## Exercise brief
Work out how many lines of the material below contain the word "Lowe", then write that number alone.

____ Data

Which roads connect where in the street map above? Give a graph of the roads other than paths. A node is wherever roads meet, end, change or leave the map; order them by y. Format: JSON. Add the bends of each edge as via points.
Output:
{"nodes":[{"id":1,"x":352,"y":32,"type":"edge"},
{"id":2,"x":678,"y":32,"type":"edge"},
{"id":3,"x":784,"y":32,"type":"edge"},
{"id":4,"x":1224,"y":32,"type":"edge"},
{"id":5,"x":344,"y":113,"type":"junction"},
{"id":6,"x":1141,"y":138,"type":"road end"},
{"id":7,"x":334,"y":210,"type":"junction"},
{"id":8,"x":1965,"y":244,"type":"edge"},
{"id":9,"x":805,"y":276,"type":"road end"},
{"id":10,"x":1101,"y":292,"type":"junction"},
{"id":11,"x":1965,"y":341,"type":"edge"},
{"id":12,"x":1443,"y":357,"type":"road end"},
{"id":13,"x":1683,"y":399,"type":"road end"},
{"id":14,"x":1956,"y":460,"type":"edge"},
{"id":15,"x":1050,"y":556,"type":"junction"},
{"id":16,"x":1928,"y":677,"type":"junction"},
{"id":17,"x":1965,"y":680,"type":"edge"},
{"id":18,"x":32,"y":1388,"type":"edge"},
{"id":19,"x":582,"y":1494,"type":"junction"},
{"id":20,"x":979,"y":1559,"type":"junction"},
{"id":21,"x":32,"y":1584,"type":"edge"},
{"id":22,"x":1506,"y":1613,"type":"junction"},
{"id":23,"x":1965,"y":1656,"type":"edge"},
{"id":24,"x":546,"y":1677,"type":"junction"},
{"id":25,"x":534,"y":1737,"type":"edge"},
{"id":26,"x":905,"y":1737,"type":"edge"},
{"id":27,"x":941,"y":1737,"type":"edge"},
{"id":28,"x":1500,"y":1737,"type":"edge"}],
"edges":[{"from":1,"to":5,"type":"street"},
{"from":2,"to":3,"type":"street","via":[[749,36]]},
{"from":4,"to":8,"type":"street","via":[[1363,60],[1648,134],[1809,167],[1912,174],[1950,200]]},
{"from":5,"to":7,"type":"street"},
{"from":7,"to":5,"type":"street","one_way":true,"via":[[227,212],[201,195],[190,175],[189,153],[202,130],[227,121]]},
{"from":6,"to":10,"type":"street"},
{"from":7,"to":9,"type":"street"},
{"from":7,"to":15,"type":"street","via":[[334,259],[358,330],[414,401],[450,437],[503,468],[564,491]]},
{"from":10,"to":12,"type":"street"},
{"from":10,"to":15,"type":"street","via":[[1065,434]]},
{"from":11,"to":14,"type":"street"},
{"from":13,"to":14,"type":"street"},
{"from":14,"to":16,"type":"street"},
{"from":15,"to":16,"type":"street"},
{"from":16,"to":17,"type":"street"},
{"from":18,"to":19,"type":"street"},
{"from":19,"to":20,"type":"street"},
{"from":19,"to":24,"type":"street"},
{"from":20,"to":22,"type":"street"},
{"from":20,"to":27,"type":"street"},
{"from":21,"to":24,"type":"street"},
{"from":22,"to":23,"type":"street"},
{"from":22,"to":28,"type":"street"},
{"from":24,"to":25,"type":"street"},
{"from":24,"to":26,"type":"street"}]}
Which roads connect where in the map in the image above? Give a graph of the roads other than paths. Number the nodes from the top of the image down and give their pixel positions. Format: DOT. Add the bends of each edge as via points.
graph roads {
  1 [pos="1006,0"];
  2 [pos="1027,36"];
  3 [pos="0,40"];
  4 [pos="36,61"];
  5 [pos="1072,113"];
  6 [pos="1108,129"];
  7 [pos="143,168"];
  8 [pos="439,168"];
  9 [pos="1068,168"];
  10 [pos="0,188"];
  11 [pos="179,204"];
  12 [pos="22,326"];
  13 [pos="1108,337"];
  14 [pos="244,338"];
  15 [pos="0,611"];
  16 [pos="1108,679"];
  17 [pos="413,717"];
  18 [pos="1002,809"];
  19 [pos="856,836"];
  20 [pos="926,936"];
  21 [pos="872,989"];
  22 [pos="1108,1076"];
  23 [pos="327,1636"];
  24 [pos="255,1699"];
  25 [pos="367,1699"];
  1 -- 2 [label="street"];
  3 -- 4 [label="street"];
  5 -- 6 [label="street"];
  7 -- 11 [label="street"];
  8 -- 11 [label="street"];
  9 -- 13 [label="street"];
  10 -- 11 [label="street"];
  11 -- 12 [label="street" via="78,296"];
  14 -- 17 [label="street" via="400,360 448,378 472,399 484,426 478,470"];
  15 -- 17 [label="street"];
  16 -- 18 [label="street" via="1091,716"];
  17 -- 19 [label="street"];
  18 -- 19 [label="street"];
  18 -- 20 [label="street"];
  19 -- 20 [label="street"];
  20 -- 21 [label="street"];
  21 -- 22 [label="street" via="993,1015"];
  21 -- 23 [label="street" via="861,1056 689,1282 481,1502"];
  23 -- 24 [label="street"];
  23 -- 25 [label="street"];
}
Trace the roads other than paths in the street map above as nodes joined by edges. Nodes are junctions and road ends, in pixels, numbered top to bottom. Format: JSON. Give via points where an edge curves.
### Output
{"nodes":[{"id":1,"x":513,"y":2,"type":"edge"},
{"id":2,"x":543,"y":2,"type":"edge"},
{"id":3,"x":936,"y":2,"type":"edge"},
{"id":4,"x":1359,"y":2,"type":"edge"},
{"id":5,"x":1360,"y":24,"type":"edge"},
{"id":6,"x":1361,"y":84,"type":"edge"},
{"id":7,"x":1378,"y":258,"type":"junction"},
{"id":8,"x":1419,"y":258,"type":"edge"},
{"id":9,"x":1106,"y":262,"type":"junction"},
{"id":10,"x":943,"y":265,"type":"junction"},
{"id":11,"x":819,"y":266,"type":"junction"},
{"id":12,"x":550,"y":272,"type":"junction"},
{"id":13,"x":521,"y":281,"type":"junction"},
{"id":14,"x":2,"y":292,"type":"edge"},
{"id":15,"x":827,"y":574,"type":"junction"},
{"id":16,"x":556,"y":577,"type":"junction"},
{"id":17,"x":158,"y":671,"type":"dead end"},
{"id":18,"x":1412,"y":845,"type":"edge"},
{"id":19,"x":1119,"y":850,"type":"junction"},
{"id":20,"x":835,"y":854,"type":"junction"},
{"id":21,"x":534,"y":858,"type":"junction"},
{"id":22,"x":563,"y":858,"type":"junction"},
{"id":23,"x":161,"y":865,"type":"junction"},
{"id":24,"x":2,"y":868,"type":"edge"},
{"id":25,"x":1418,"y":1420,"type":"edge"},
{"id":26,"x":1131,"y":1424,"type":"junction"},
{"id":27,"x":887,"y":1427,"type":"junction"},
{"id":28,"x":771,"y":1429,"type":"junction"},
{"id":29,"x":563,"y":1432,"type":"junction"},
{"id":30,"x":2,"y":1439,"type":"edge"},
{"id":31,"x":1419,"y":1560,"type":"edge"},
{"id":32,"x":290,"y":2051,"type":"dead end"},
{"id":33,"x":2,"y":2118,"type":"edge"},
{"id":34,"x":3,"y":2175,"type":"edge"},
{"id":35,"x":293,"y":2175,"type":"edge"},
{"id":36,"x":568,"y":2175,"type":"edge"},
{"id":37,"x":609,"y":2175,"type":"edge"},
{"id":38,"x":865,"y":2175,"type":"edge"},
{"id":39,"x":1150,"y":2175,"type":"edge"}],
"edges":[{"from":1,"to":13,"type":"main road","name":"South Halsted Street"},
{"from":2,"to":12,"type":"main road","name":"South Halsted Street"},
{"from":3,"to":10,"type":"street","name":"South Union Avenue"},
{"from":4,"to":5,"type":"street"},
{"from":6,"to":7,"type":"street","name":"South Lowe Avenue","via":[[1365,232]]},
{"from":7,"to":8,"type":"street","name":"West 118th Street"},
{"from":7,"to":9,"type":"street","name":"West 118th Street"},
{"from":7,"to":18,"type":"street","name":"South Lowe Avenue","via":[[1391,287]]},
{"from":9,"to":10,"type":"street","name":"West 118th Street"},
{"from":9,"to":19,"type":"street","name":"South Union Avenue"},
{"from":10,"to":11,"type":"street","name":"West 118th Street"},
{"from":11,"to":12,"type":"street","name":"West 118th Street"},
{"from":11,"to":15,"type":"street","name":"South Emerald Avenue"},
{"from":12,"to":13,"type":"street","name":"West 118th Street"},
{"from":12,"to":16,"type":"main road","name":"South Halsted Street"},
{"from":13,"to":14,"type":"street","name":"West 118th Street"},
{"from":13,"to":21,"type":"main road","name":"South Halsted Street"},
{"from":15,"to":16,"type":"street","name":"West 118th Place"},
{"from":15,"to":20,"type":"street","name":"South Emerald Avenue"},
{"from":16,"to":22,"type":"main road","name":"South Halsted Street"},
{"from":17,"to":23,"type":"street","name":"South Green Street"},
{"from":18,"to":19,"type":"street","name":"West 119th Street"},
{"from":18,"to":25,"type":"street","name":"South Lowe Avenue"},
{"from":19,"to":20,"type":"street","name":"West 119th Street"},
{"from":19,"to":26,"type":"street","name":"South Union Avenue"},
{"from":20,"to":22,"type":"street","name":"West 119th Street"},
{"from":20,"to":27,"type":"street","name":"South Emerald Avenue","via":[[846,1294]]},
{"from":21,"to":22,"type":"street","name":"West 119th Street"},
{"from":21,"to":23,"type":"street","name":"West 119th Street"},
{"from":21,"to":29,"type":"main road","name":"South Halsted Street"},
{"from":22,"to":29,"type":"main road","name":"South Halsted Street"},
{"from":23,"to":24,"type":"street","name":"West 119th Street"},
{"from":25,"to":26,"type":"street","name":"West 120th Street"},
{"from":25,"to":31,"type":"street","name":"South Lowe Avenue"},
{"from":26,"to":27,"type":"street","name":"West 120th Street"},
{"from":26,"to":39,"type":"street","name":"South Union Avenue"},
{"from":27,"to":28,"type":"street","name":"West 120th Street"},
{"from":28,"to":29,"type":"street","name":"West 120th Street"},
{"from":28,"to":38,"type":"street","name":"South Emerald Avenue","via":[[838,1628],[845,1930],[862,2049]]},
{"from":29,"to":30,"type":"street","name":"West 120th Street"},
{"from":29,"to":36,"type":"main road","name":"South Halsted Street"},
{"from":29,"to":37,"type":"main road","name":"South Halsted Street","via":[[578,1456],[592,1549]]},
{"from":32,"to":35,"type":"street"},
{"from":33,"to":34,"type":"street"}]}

________

## Response area
4